I put a checkmark next to each item as it was completed, and then drew a short line through the beginning of the third item. I then simply wrote "See 314.20". Nothing else. I was paying particular attention to the second paragraph, which says:
In walls and ceilings constructed of wood or other combustible surface material, boxes, plaster rings, extension rings, or listed extenders shall be flush with the finished surface or project therefrom.
We move on.
I get a call the next day, from the super's assistant: "I got a weird correction notice here, I thought you might be able to understand? It only says 'See 110.12, 406.5, and I need to see a letter from the manufacturer allowing field trimming of the receptacle coverplate.'"
"What's this about?" He asked.
"I'm having a p***ing contest with the inspector..."
"'Nuff said," he laughed. "But you better give in, the house closes tomorrow."
I spent an hour removing the existing box, cutting the cabinet just perfect, and installing a smart-box, taking pains to get a 1/4" of sheathing into it and installing a new coverplate. As a result of my effort, the insulation that was surrounding the existing box is all but gone. There is a 1/4" or better hole under the box (where the bottom of the box used to be), which is exactly concealed by the coverplate.
- I feel upset about the fact that the inspector was perfectly willing to trade one violation for another; his interpretation of 110.12 was traded for a blatant 314.21 violation without batting an eye.
- I am irritated that what I deemed to be an unfortunate but (IMO) forgiveable situation warranted a third trip, in his opinion.
- I am irritated that originally, I know full well that the trimmed coverplate would have been hunky-dory with the inspector, if I had simply moved the receptacle straight back. His official stance changed when I presented a code that allowed the aspect he originally took issue with.
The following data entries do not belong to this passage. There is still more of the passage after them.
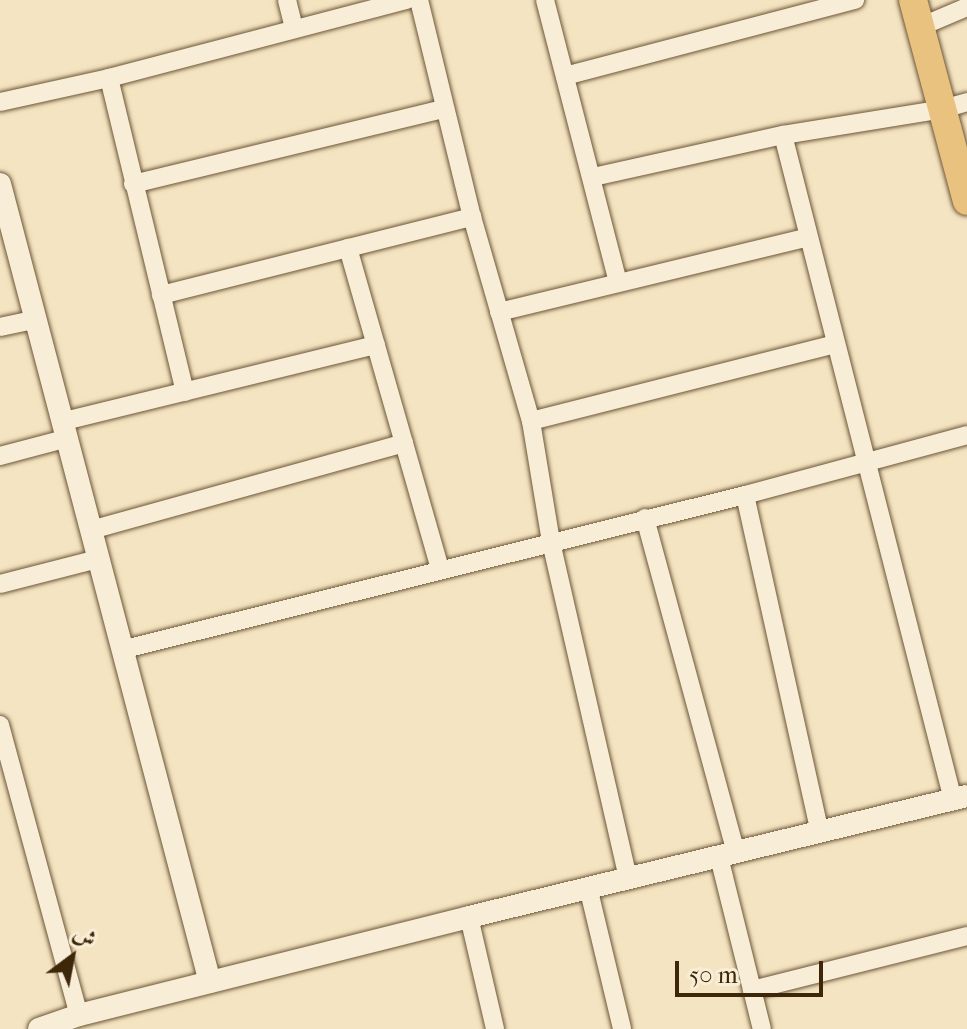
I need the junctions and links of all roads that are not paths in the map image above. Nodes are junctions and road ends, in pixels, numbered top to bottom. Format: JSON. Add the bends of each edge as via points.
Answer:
{"nodes":[{"id":1,"x":287,"y":0,"type":"edge"},
{"id":2,"x":407,"y":0,"type":"edge"},
{"id":3,"x":419,"y":0,"type":"edge"},
{"id":4,"x":545,"y":0,"type":"edge"},
{"id":5,"x":855,"y":0,"type":"edge"},
{"id":6,"x":967,"y":7,"type":"edge"},
{"id":7,"x":917,"y":13,"type":"edge"},
{"id":8,"x":294,"y":28,"type":"junction"},
{"id":9,"x":565,"y":76,"type":"junction"},
{"id":10,"x":109,"y":78,"type":"junction"},
{"id":11,"x":0,"y":102,"type":"edge"},
{"id":12,"x":955,"y":106,"type":"edge"},
{"id":13,"x":443,"y":109,"type":"junction"},
{"id":14,"x":783,"y":135,"type":"junction"},
{"id":15,"x":593,"y":177,"type":"junction"},
{"id":16,"x":0,"y":184,"type":"edge"},
{"id":17,"x":133,"y":184,"type":"junction"},
{"id":18,"x":967,"y":201,"type":"edge"},
{"id":19,"x":472,"y":217,"type":"junction"},
{"id":20,"x":808,"y":237,"type":"junction"},
{"id":21,"x":348,"y":248,"type":"junction"},
{"id":22,"x":618,"y":282,"type":"junction"},
{"id":23,"x":161,"y":295,"type":"junction"},
{"id":24,"x":499,"y":312,"type":"junction"},
{"id":25,"x":34,"y":320,"type":"junction"},
{"id":26,"x":0,"y":327,"type":"edge"},
{"id":27,"x":835,"y":344,"type":"junction"},
{"id":28,"x":376,"y":345,"type":"junction"},
{"id":29,"x":185,"y":392,"type":"junction"},
{"id":30,"x":531,"y":421,"type":"junction"},
{"id":31,"x":66,"y":430,"type":"junction"},
{"id":32,"x":967,"y":435,"type":"edge"},
{"id":33,"x":404,"y":443,"type":"junction"},
{"id":34,"x":0,"y":456,"type":"edge"},
{"id":35,"x":868,"y":462,"type":"junction"},
{"id":36,"x":745,"y":495,"type":"junction"},
{"id":37,"x":645,"y":518,"type":"junction"},
{"id":38,"x":91,"y":530,"type":"junction"},
{"id":39,"x":551,"y":542,"type":"junction"},
{"id":40,"x":98,"y":559,"type":"junction"},
{"id":41,"x":440,"y":568,"type":"junction"},
{"id":42,"x":0,"y":584,"type":"edge"},
{"id":43,"x":125,"y":649,"type":"junction"},
{"id":44,"x":0,"y":725,"type":"edge"},
{"id":45,"x":960,"y":798,"type":"edge"},
{"id":46,"x":820,"y":832,"type":"junction"},
{"id":47,"x":728,"y":855,"type":"junction"},
{"id":48,"x":628,"y":878,"type":"junction"},
{"id":49,"x":588,"y":887,"type":"junction"},
{"id":50,"x":469,"y":917,"type":"junction"},
{"id":51,"x":967,"y":936,"type":"edge"},
{"id":52,"x":210,"y":982,"type":"junction"},
{"id":53,"x":752,"y":990,"type":"junction"},
{"id":54,"x":79,"y":1015,"type":"junction"},
{"id":55,"x":39,"y":1029,"type":"edge"},
{"id":56,"x":495,"y":1029,"type":"edge"},
{"id":57,"x":622,"y":1029,"type":"edge"},
{"id":58,"x":762,"y":1029,"type":"edge"}],
"edges":[{"from":1,"to":8,"type":"street"},
{"from":2,"to":8,"type":"street"},
{"from":3,"to":13,"type":"street"},
{"from":4,"to":9,"type":"street"},
{"from":5,"to":9,"type":"street"},
{"from":6,"to":7,"type":"street"},
{"from":7,"to":12,"type":"main road"},
{"from":8,"to":10,"type":"street"},
{"from":9,"to":15,"type":"street"},
{"from":10,"to":11,"type":"street"},
{"from":10,"to":17,"type":"street"},
{"from":12,"to":14,"type":"street"},
{"from":12,"to":18,"type":"main road"},
{"from":13,"to":17,"type":"street"},
{"from":13,"to":19,"type":"street"},
{"from":14,"to":15,"type":"street"},
{"from":14,"to":20,"type":"street"},
{"from":15,"to":22,"type":"street"},
{"from":16,"to":25,"type":"street"},
{"from":17,"to":23,"type":"street"},
{"from":19,"to":21,"type":"street"},
{"from":19,"to":24,"type":"street"},
{"from":20,"to":22,"type":"street"},
{"from":20,"to":27,"type":"street"},
{"from":21,"to":23,"type":"street"},
{"from":21,"to":28,"type":"street"},
{"from":22,"to":24,"type":"street"},
{"from":23,"to":29,"type":"street"},
{"from":24,"to":30,"type":"street"},
{"from":25,"to":26,"type":"street"},
{"from":25,"to":31,"type":"street"},
{"from":27,"to":30,"type":"street"},
{"from":27,"to":35,"type":"street"},
{"from":28,"to":29,"type":"street"},
{"from":28,"to":33,"type":"street"},
{"from":29,"to":31,"type":"street"},
{"from":30,"to":39,"type":"street"},
{"from":31,"to":34,"type":"street"},
{"from":31,"to":38,"type":"street"},
{"from":32,"to":35,"type":"street"},
{"from":33,"to":38,"type":"street"},
{"from":33,"to":41,"type":"street"},
{"from":35,"to":36,"type":"street"},
{"from":35,"to":45,"type":"street"},
{"from":36,"to":37,"type":"street"},
{"from":36,"to":46,"type":"street"},
{"from":37,"to":39,"type":"street"},
{"from":37,"to":47,"type":"street"},
{"from":38,"to":40,"type":"street"},
{"from":39,"to":41,"type":"street"},
{"from":39,"to":48,"type":"street"},
{"from":40,"to":42,"type":"street"},
{"from":40,"to":43,"type":"street"},
{"from":41,"to":43,"type":"street"},
{"from":43,"to":52,"type":"street"},
{"from":44,"to":54,"type":"street"},
{"from":45,"to":46,"type":"street"},
{"from":46,"to":47,"type":"street"},
{"from":47,"to":48,"type":"street"},
{"from":47,"to":53,"type":"street"},
{"from":48,"to":49,"type":"street"},
{"from":49,"to":50,"type":"street"},
{"from":49,"to":57,"type":"street"},
{"from":50,"to":52,"type":"street"},
{"from":50,"to":56,"type":"street"},
{"from":51,"to":53,"type":"street"},
{"from":52,"to":54,"type":"street"},
{"from":53,"to":58,"type":"street"},
{"from":54,"to":55,"type":"street"}]}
- I am irritated that he pried the coverplate away from the receptacle, warping it, so that he could cite 406.5. I can walk through a house with a screwdriver and warp plates all day.
Afterwards, I apologized to the GC for the delay, and decided to never challenge a call from this jurisdiction ever again. I believe it will always prove fruitless.
So there are shades of gray in this story; I welcome all comments from all walks, and that includes any comments about the workmanship of the original installation.